→ **Task item**: From the first line to the last, repeat the data exactly but leave out the pictures.

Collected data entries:
+--
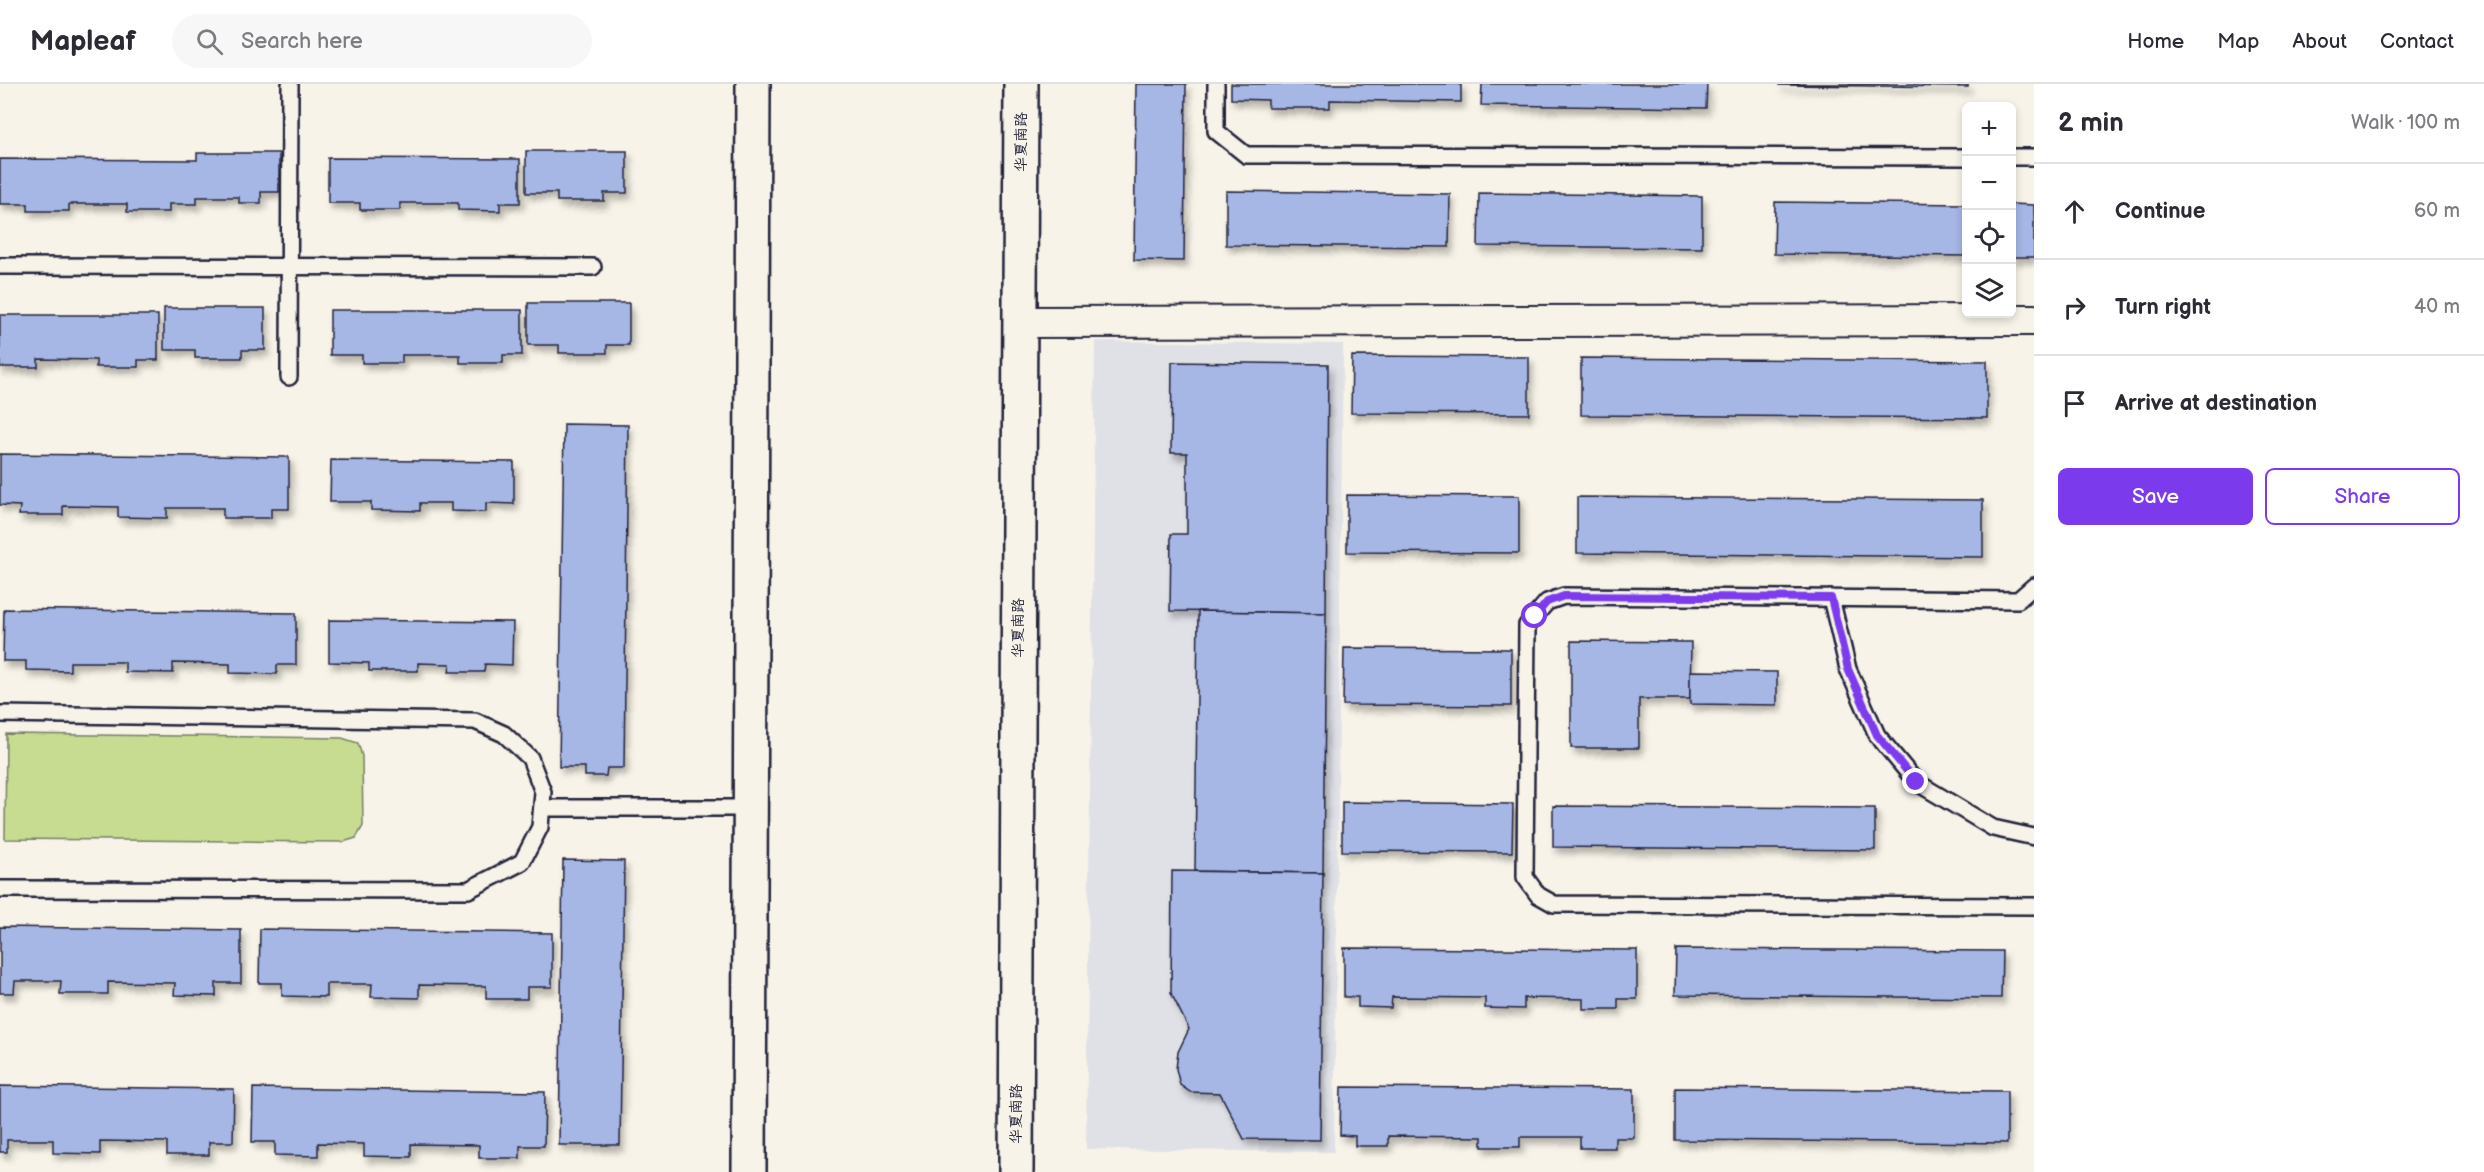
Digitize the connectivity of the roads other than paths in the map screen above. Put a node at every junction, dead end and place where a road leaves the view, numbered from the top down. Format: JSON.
{"nodes":[{"id":1,"x":290,"y":84,"type":"edge"},
{"id":2,"x":753,"y":84,"type":"edge"},
{"id":3,"x":1021,"y":84,"type":"edge"},
{"id":4,"x":1216,"y":84,"type":"edge"},
{"id":5,"x":1962,"y":157,"type":"edge"},
{"id":6,"x":2016,"y":157,"type":"edge"},
{"id":7,"x":2034,"y":157,"type":"edge"},
{"id":8,"x":0,"y":266,"type":"edge"},
{"id":9,"x":290,"y":266,"type":"junction"},
{"id":10,"x":593,"y":267,"type":"dead end"},
{"id":11,"x":2034,"y":320,"type":"edge"},
{"id":12,"x":1020,"y":321,"type":"junction"},
{"id":13,"x":290,"y":377,"type":"dead end"},
{"id":14,"x":2034,"y":586,"type":"edge"},
{"id":15,"x":1831,"y":598,"type":"junction"},
{"id":16,"x":0,"y":714,"type":"edge"},
{"id":17,"x":542,"y":808,"type":"junction"},
{"id":18,"x":750,"y":808,"type":"junction"},
{"id":19,"x":2034,"y":837,"type":"edge"},
{"id":20,"x":0,"y":889,"type":"edge"},
{"id":21,"x":2034,"y":906,"type":"edge"},
{"id":22,"x":749,"y":1172,"type":"edge"},
{"id":23,"x":1016,"y":1172,"type":"edge"}],
"edges":[{"from":1,"to":9,"type":"lane"},
{"from":2,"to":18,"type":"street"},
{"from":3,"to":12,"type":"street","name":"华夏南路"},
{"from":4,"to":5,"type":"lane"},
{"from":6,"to":7,"type":"lane"},
{"from":8,"to":9,"type":"lane"},
{"from":9,"to":10,"type":"lane"},
{"from":9,"to":13,"type":"lane"},
{"from":11,"to":12,"type":"street"},
{"from":12,"to":23,"type":"street","name":"华夏南路"},
{"from":14,"to":15,"type":"lane"},
{"from":15,"to":19,"type":"lane"},
{"from":15,"to":21,"type":"lane"},
{"from":16,"to":17,"type":"lane"},
{"from":17,"to":18,"type":"lane"},
{"from":17,"to":20,"type":"lane"},
{"from":18,"to":22,"type":"street"}]}
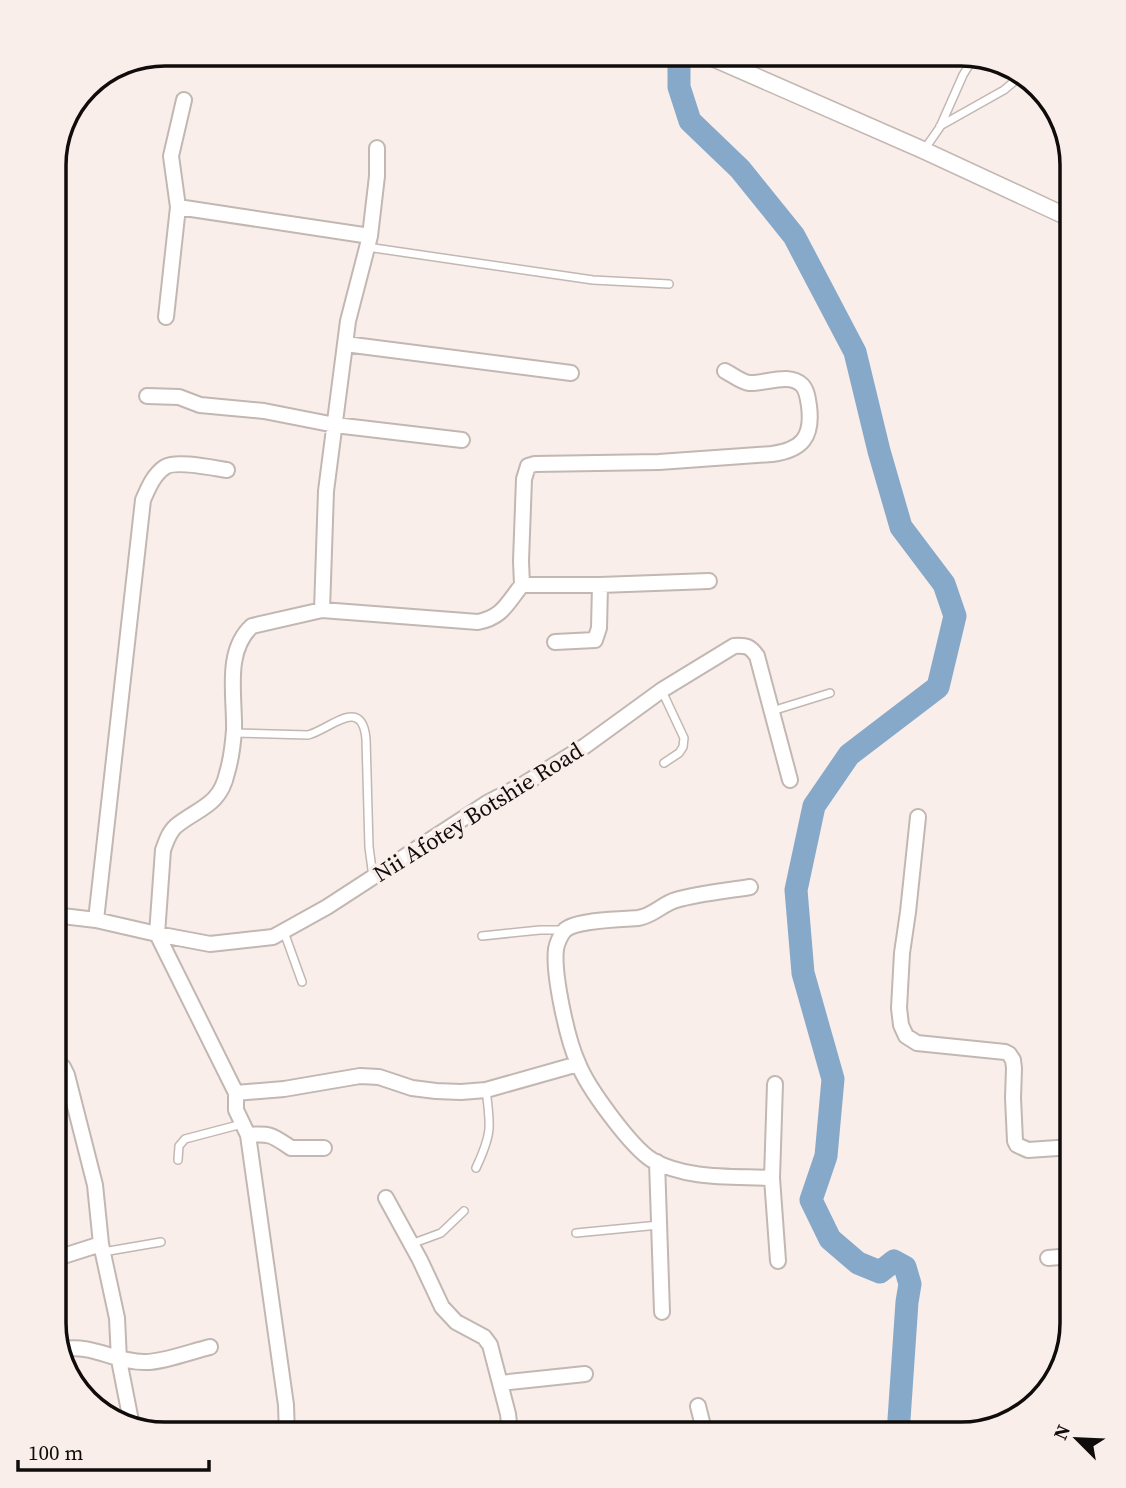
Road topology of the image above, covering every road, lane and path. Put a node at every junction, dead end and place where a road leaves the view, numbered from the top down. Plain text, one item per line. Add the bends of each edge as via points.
+--
→ **Expected answer**:
Digitize the connectivity of the roads other than paths in the map screen above. Put a node at every junction, dead end and place where a road leaves the view, numbered from the top down. Format: JSON.
{"nodes":[{"id":1,"x":290,"y":84,"type":"edge"},
{"id":2,"x":753,"y":84,"type":"edge"},
{"id":3,"x":1021,"y":84,"type":"edge"},
{"id":4,"x":1216,"y":84,"type":"edge"},
{"id":5,"x":1962,"y":157,"type":"edge"},
{"id":6,"x":2016,"y":157,"type":"edge"},
{"id":7,"x":2034,"y":157,"type":"edge"},
{"id":8,"x":0,"y":266,"type":"edge"},
{"id":9,"x":290,"y":266,"type":"junction"},
{"id":10,"x":593,"y":267,"type":"dead end"},
{"id":11,"x":2034,"y":320,"type":"edge"},
{"id":12,"x":1020,"y":321,"type":"junction"},
{"id":13,"x":290,"y":377,"type":"dead end"},
{"id":14,"x":2034,"y":586,"type":"edge"},
{"id":15,"x":1831,"y":598,"type":"junction"},
{"id":16,"x":0,"y":714,"type":"edge"},
{"id":17,"x":542,"y":808,"type":"junction"},
{"id":18,"x":750,"y":808,"type":"junction"},
{"id":19,"x":2034,"y":837,"type":"edge"},
{"id":20,"x":0,"y":889,"type":"edge"},
{"id":21,"x":2034,"y":906,"type":"edge"},
{"id":22,"x":749,"y":1172,"type":"edge"},
{"id":23,"x":1016,"y":1172,"type":"edge"}],
"edges":[{"from":1,"to":9,"type":"lane"},
{"from":2,"to":18,"type":"street"},
{"from":3,"to":12,"type":"street","name":"华夏南路"},
{"from":4,"to":5,"type":"lane"},
{"from":6,"to":7,"type":"lane"},
{"from":8,"to":9,"type":"lane"},
{"from":9,"to":10,"type":"lane"},
{"from":9,"to":13,"type":"lane"},
{"from":11,"to":12,"type":"street"},
{"from":12,"to":23,"type":"street","name":"华夏南路"},
{"from":14,"to":15,"type":"lane"},
{"from":15,"to":19,"type":"lane"},
{"from":15,"to":21,"type":"lane"},
{"from":16,"to":17,"type":"lane"},
{"from":17,"to":18,"type":"lane"},
{"from":17,"to":20,"type":"lane"},
{"from":18,"to":22,"type":"street"}]}
Road topology of the image above, covering every road, lane and path. Put a node at every junction, dead end and place where a road leaves the view, numbered from the top down. Plain text, one item per line. Add the bends of each edge as via points.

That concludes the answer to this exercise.